Ambivalence and hope
I recalled these two personal narratives as they provide a window to the ambivalence we see in the politics of our time. On the one hand, millions are swayed by targeted propaganda as it amplifies fear in people’s minds, many of them educated people—priests and religious included. On the other hand, the victims—mostly women and orphaned children, indigenous peoples and poor farmers—are the one’s “holding the line”, to borrow a phrase from Maria Ressa.
On the one hand, thousands throng to politicians waving goods and money in secret whispers or in broad daylight. On the other hand, millions of ordinary people—despite their poverty—are holding the “moral line.”
My hope for the future lies in the active “sense of faith” of these people, the sensus fidei that the Synod on Synodality wants so much to recover.
Social poets in (post)pandemic times
In a recent meeting with social movements, Pope Francis describes these simple people at the grassroots as “social poets.”
“You are social poets, because you have the ability and the courage to create hope where there appears to be only waste and exclusion.
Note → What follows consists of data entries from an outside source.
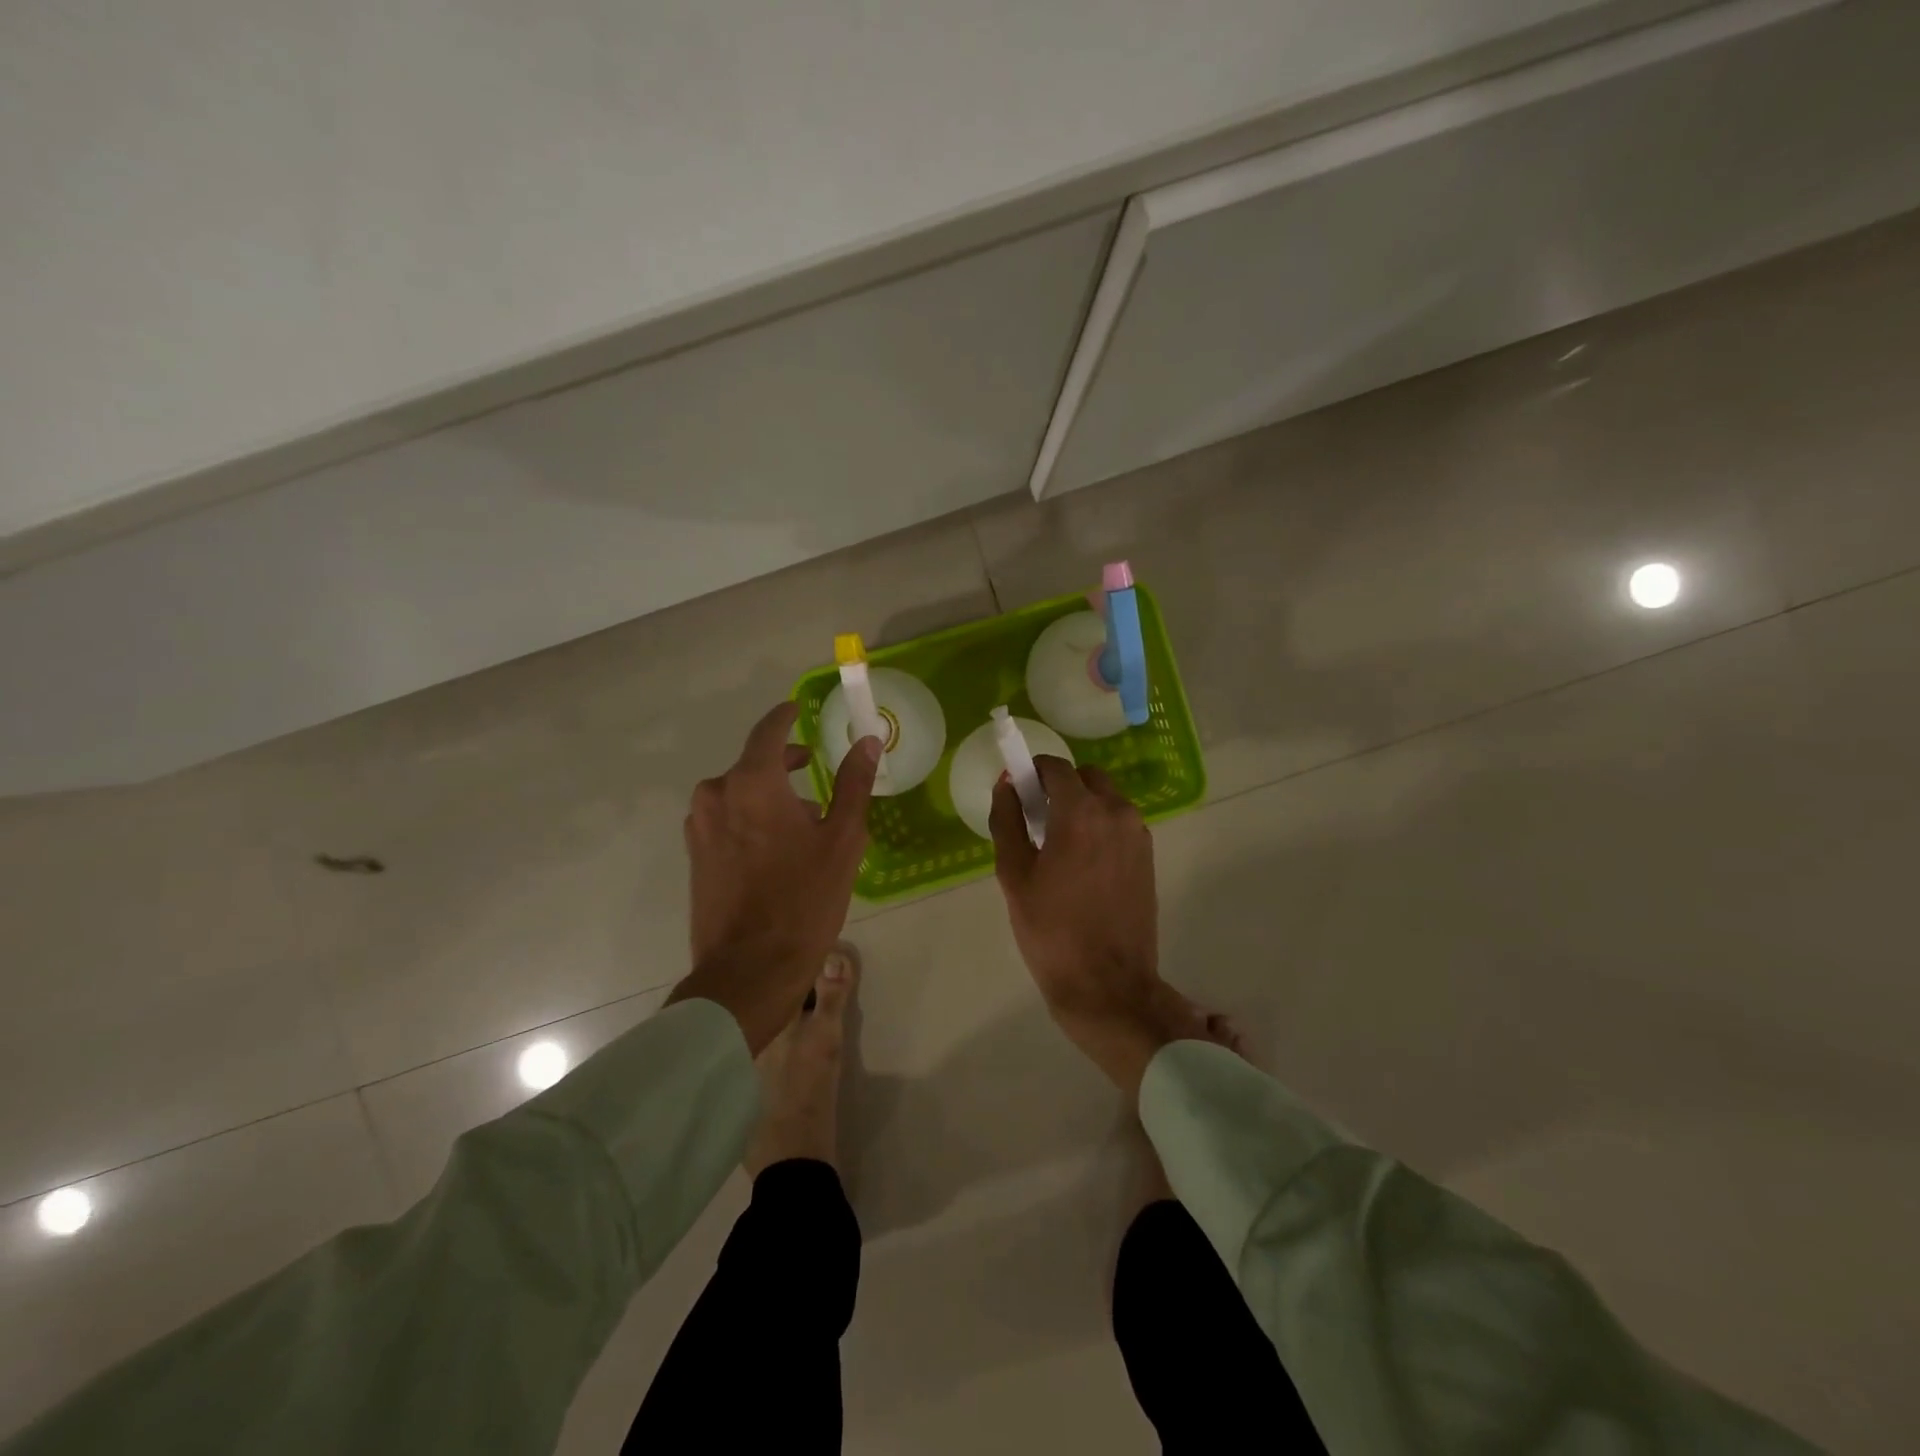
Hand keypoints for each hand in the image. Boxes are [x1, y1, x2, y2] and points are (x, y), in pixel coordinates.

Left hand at [669, 701, 880, 1052]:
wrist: (749, 969)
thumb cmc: (804, 899)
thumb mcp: (843, 839)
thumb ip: (854, 783)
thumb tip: (868, 741)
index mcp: (751, 782)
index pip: (769, 731)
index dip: (786, 717)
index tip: (799, 710)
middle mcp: (717, 794)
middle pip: (754, 764)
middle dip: (785, 764)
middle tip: (817, 770)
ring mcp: (700, 826)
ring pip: (739, 793)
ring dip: (769, 795)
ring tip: (804, 823)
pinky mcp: (694, 854)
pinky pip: (727, 819)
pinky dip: (751, 818)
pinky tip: (776, 849)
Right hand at [990, 758, 1191, 1094]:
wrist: (1107, 984)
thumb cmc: (1050, 930)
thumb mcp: (1014, 874)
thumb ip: (1008, 819)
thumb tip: (1007, 783)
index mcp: (1081, 812)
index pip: (1056, 767)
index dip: (1033, 771)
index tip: (1018, 791)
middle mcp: (1117, 813)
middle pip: (1085, 777)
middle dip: (1060, 787)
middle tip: (1037, 820)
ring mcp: (1138, 834)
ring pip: (1106, 799)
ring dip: (1082, 806)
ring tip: (1058, 846)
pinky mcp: (1148, 856)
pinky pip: (1119, 822)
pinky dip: (1099, 826)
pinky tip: (1081, 863)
Poetry means creativity, and you create hope. With your hands you know how to shape the dignity of each person, of families and of society as a whole, with land, housing, work, care, and community” (Pope Francis, 19 October 2021).
Like the shepherds in Bethlehem, it was these simple people who first recognized the Messiah, while Herod’s army were maliciously scheming and the whole of Bethlehem was complacently sleeping.
In the same spirit, from my first two stories, it is these ordinary people—armed with their simple faith and moral sense—who show us the hope in this populist and (post)pandemic world.
They are the “social poets” of our times.
Father Daniel Franklin Pilario, C.M. is a theologian, professor, and pastor of an urban poor community in the outskirts of the Philippine capital. He is also Vincentian Chair for Social Justice at St. John’s University in New York.